Su mano se notaba serena sobre su hombro; así es como debían aferrarse al suelo los robles de quinientos años. Pero Tonatiuh se había quedado perplejo.
—Aguántale tantito, yo no quiero iniciarme en nada.
El Maestro Arenque Ahumado cerró la boca al instante. La sonrisa se había esfumado para siempre, y en su lugar solo quedaba una mueca tensa y tibia.
—Quiero decir... —intentó explicarse—. Tengo demasiadas cosas que hacer, antes que quedarme acá a hacer ritos raros. ¡Soy Buscador!
—¡Y Isaac Newton fue el mayor científico de todos los tiempos! —espetó el Maestro, caminando hacia él con el aplomo de un yunque—. ¿Cómo te atreves a insultar a la Orden de Babel de ese modo? Te he abierto mi casa. Te he invitado a compartir mi aire, ¿y así es como abusas de mi confianza?
Tonatiuh sintió terror. Notó cómo la oscuridad de la habitación comenzaba a intensificarse y cómo el aire esotérico empezaba a robarle precipitadamente el calor de la sangre. El Maestro llegó se posicionó a treinta centímetros y Tonatiuh se encogió en forma de nuez, pero su única acción fue decir:
—Vete de aquí, por favor.
El Buscador se atrevió a contestar.
—Pero recibí la pinche escuadra. ¿Por qué habría de recibirla si no?

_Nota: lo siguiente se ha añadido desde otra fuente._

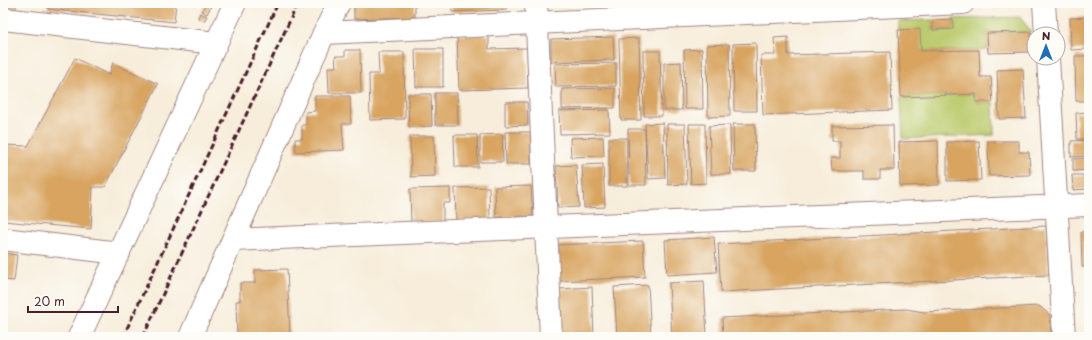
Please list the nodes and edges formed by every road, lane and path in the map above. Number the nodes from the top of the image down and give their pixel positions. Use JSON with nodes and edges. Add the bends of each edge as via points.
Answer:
{"nodes":[{"id":1,"x":235,"y":3,"type":"edge"},
{"id":2,"x":339,"y":3,"type":"edge"},
{"id":3,"x":962,"y":3,"type":"edge"},
{"id":4,"x":1044,"y":3,"type":"edge"},
{"id":5,"x":537,"y":13,"type":"edge"},
{"id":6,"x":3,"y":19,"type":"edge"},
{"id":7,"x":1045,"y":26,"type":"edge"},
{"id":8,"x":324,"y":33,"type":"junction"},
{"id":9,"x":216,"y":43,"type":"junction"},
{"id":10,"x":1048,"y":66,"type":"edge"},
{"id":11,"x":1089,"y":205,"type":"edge"},
{"id":12,"x":1057,"y":206,"type":"junction"},
{"id":13,"x":547,"y":227,"type":"junction"},
{"id":14,"x":3,"y":239,"type":"edge"},
{"id":15,"x":233,"y":240,"type":"junction"},
{"id":16,"x":119,"y":253,"type":"junction"},
{"id":17,"x":78,"y":337,"type":"edge"},
{"id":18,"x":190,"y":337,"type":"edge"},
{"id":19,"x":551,"y":337,"type":"edge"},
{"id":20,"x":1064,"y":337,"type":"edge"}],
"edges":[{"from":1,"to":9,"type":"street"},
{"from":2,"to":8,"type":"street"},
{"from":3,"to":5,"type":"street"},
{"from":4,"to":7,"type":"street"},
{"from":5,"to":8,"type":"street"},
{"from":5,"to":13,"type":"street"},
{"from":6,"to":9,"type":"street"},
{"from":8,"to":15,"type":"street"},
{"from":9,"to":16,"type":"street"},
{"from":10,"to":12,"type":"street"},
{"from":11,"to":12,"type":"street"},
{"from":12,"to":13,"type":"street"},
{"from":12,"to":20,"type":"street"},
{"from":13,"to":15,"type":"street"},
{"from":13,"to":19,"type":"street"},
{"from":14,"to":16,"type":"street"},
{"from":15,"to":18,"type":"street"},
{"from":16,"to":17,"type":"street"}]}
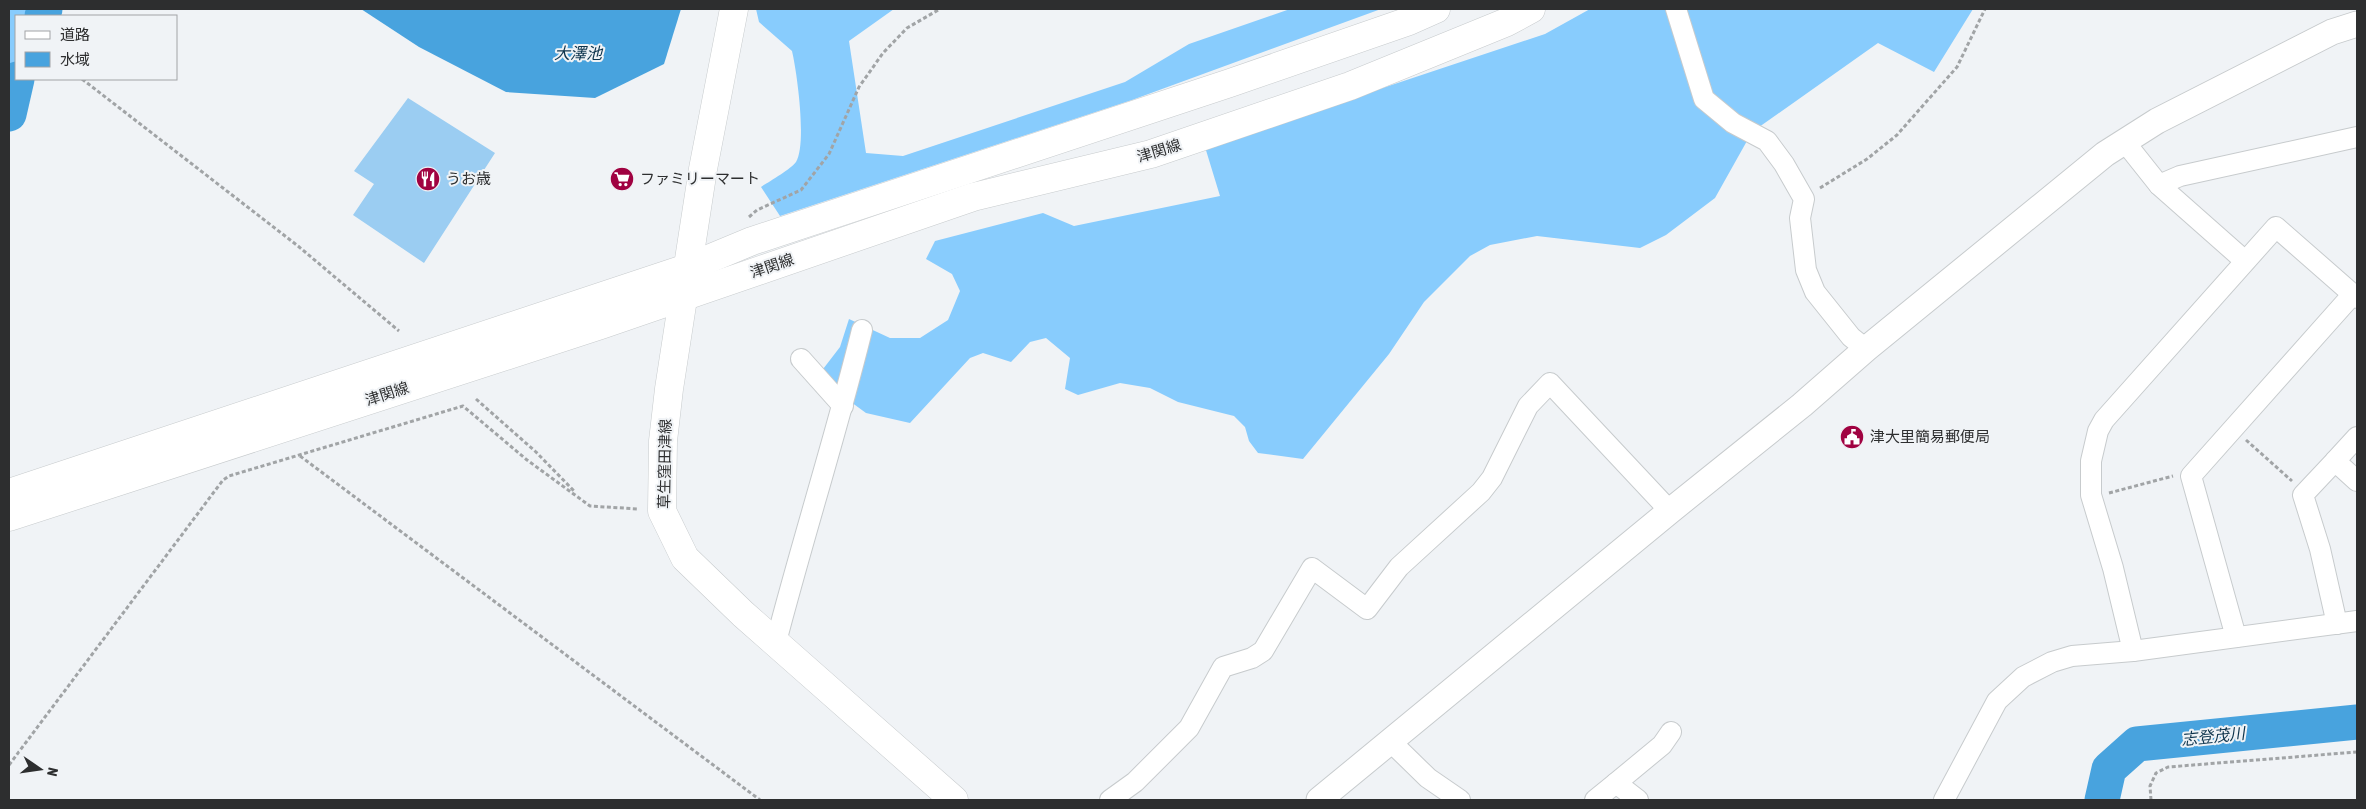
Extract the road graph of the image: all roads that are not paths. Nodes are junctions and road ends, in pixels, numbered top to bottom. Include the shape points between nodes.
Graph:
1 (734, 9) edge
2 (1436, 9) edge
3 (1531, 9) edge
4 (1676, 9) edge
5 (2357, 24) edge
6 (2357, 137) edge
7 (2124, 142) junction
8 (2159, 185) junction
9 (2245, 261) junction
10 (686, 268) junction
11 (2355, 296) edge
12 (682, 297) junction
13 (862, 330) dead end
14 (1866, 349) junction
15 (801, 359) dead end
16 (843, 406) junction
17 (2357, 437) edge
18 (2335, 461) junction
19 (2357, 482) edge
20 (9, 493) edge
21 (1670, 511) junction
22 (9, 517) edge
23 (2357, 621) edge
24 (2337, 624) junction
25 (2236, 637) junction
26 (776, 642) junction
27 (2133, 651) junction
28 (1672, 732) dead end
29 (1390, 741) junction
30 (1616, 783) junction
31 (954, 800) edge
32 (1110, 800) edge
33 (1319, 800) edge
34 (1460, 800) edge
35 (1595, 800) edge
36 (1638, 800) edge
37 (1944, 800) edge

1 - 10 main road, 草生窪田津線
2 - 10 main road, 津関線 via 1230,83 752,241
3 - 12 main road, 津関線 via 1507,22 1350,86 1151,154 973,197
4 - 14 street via 1704,99 1733,124 1767,141 1784,164 1804,199 1800,218 1806,270 1816,292 1851,337
5 - 7 street via 2332,32 2156,121
6 - 8 street via 2180,176
7 - 8 street
7 - 14 street via 2034,210
8 - 9 street
9 - 11 street via 2276,227
9 - 27 street via 2104,420 2094,445 2089,482 2092,498
10 - 12 main road, 草生窪田津線
10 - 20 main road, 津関線
11 - 25 street via 2191,476
12 - 22 main road, 津関線
12 - 26 main road, 草生窪田津線 via 663,441 662,511 685,558
13 - 16 street
14 - 21 street
15 - 16 street
16 - 26 street via 802,541
17 - 18 street
18 - 19 street
18 - 24 street via 2303,496 2320,549
21 - 29 street
21 - 32 street via 1550,383 1528,406 1492,478 1481,492 1399,567 1367,609 1312,568 1263,651 1223,667 1189,728 1135,782
23 - 24 street
24 - 25 street
25 - 27 street
26 - 31 main road, 草生窪田津線
27 - 37 street via 2072,656 2034,670 2010,687 1985,720
28 - 30 street via 1662,745
29 - 33 street
29 - 34 street via 1428,778
30 - 35 street
30 - 36 street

—Estás confuso. Esto no es una Casa de la Caridad; aquí solo caben cuerpos con determinación férrea. El error ha sido mío por dejaros entrar. —El Maestro le empujó hacia la puerta sin apenas tocarle; solo con el poder de su enfado—. Si quieres saber más, tendrás que hacer como todos y buscar allá donde se acumula el saber.
—¿Dentro de mí mismo?
—¡No! ¡En las bibliotecas! —espetó dando un portazo.
Y tal y cómo había entrado en aquella enigmática y cautivadora caja de música, se encontró con que una vez más, la caja se había cerrado en sus narices.